→ **What is required**: If a line in the data below contains the word "Jalan", copy it out.

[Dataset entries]

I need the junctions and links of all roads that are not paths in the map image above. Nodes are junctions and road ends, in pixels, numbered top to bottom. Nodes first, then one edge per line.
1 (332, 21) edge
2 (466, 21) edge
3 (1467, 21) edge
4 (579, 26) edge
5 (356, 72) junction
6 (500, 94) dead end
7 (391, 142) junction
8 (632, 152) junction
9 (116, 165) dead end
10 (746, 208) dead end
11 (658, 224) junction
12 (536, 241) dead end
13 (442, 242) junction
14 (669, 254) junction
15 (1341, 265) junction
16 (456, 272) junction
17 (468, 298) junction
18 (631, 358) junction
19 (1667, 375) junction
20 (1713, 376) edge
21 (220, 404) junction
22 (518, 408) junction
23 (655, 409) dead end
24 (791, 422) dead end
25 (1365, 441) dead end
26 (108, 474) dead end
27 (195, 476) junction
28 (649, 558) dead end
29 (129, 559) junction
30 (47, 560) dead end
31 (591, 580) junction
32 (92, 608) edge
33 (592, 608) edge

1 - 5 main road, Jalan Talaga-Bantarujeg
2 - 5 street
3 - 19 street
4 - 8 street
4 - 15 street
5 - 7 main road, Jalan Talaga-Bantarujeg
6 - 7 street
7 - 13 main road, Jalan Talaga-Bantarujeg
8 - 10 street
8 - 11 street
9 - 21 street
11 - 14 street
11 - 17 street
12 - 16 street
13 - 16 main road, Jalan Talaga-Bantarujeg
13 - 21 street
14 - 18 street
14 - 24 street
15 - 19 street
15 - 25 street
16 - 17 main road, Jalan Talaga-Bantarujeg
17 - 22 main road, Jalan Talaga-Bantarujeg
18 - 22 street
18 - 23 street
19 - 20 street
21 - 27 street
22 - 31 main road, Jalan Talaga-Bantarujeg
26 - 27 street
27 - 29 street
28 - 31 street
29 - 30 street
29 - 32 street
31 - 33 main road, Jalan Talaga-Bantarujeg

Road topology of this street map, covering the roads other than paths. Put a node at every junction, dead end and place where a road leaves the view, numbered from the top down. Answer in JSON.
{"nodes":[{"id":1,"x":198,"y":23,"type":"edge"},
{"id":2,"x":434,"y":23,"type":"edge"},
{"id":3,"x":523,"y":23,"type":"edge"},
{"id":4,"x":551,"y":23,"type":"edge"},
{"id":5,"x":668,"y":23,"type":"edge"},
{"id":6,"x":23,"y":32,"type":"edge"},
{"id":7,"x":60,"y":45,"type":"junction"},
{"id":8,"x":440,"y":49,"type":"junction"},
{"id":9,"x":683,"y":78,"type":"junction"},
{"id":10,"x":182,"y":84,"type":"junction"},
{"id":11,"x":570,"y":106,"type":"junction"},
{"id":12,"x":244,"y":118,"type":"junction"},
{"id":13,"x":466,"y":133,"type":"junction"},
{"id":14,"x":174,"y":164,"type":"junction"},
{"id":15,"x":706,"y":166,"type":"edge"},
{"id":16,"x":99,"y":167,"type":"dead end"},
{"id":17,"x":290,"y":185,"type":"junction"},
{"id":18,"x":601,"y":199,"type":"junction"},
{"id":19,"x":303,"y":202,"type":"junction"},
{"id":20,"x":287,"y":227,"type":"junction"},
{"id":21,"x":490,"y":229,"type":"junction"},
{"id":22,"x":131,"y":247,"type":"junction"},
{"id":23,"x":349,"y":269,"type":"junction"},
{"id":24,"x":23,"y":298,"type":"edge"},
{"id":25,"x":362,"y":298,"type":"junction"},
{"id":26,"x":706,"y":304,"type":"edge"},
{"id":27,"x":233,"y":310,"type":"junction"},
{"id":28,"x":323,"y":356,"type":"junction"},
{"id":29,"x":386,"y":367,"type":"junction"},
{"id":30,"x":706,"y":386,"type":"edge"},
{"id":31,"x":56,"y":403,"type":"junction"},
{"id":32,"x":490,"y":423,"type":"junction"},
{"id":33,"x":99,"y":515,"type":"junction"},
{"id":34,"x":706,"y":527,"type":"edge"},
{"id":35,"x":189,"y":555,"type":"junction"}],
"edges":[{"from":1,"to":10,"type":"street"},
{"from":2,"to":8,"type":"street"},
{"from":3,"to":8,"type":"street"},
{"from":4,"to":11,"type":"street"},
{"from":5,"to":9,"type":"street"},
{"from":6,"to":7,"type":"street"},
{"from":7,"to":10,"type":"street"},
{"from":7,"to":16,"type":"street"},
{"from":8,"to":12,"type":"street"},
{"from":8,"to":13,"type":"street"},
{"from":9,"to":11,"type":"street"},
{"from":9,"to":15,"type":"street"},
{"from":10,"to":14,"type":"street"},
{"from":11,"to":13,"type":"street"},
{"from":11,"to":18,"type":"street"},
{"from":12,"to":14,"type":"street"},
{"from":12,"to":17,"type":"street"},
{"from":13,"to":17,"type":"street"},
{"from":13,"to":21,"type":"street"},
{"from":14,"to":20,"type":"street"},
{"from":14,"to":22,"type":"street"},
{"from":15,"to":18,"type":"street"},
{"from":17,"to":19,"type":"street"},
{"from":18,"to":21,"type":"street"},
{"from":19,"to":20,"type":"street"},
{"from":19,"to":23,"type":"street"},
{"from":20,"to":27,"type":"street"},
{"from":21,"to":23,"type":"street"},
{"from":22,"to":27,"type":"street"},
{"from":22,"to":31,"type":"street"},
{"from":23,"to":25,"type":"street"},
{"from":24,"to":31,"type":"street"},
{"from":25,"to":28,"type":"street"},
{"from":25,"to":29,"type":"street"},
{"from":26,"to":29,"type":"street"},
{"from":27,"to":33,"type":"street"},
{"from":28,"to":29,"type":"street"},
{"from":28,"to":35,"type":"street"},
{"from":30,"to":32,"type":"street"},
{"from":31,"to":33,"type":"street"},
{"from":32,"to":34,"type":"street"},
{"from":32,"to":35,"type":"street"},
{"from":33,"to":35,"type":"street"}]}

→ **Task answer**:
1 - 5 main road, Jalan Talaga-Bantarujeg
5 - 7 main road, Jalan Talaga-Bantarujeg
7 - 13 main road, Jalan Talaga-Bantarujeg
13 - 16 main road, Jalan Talaga-Bantarujeg
16 - 17 main road, Jalan Talaga-Bantarujeg
17 - 22 main road, Jalan Talaga-Bantarujeg
22 - 31 main road, Jalan Talaga-Bantarujeg
31 - 33 main road, Jalan Talaga-Bantarujeg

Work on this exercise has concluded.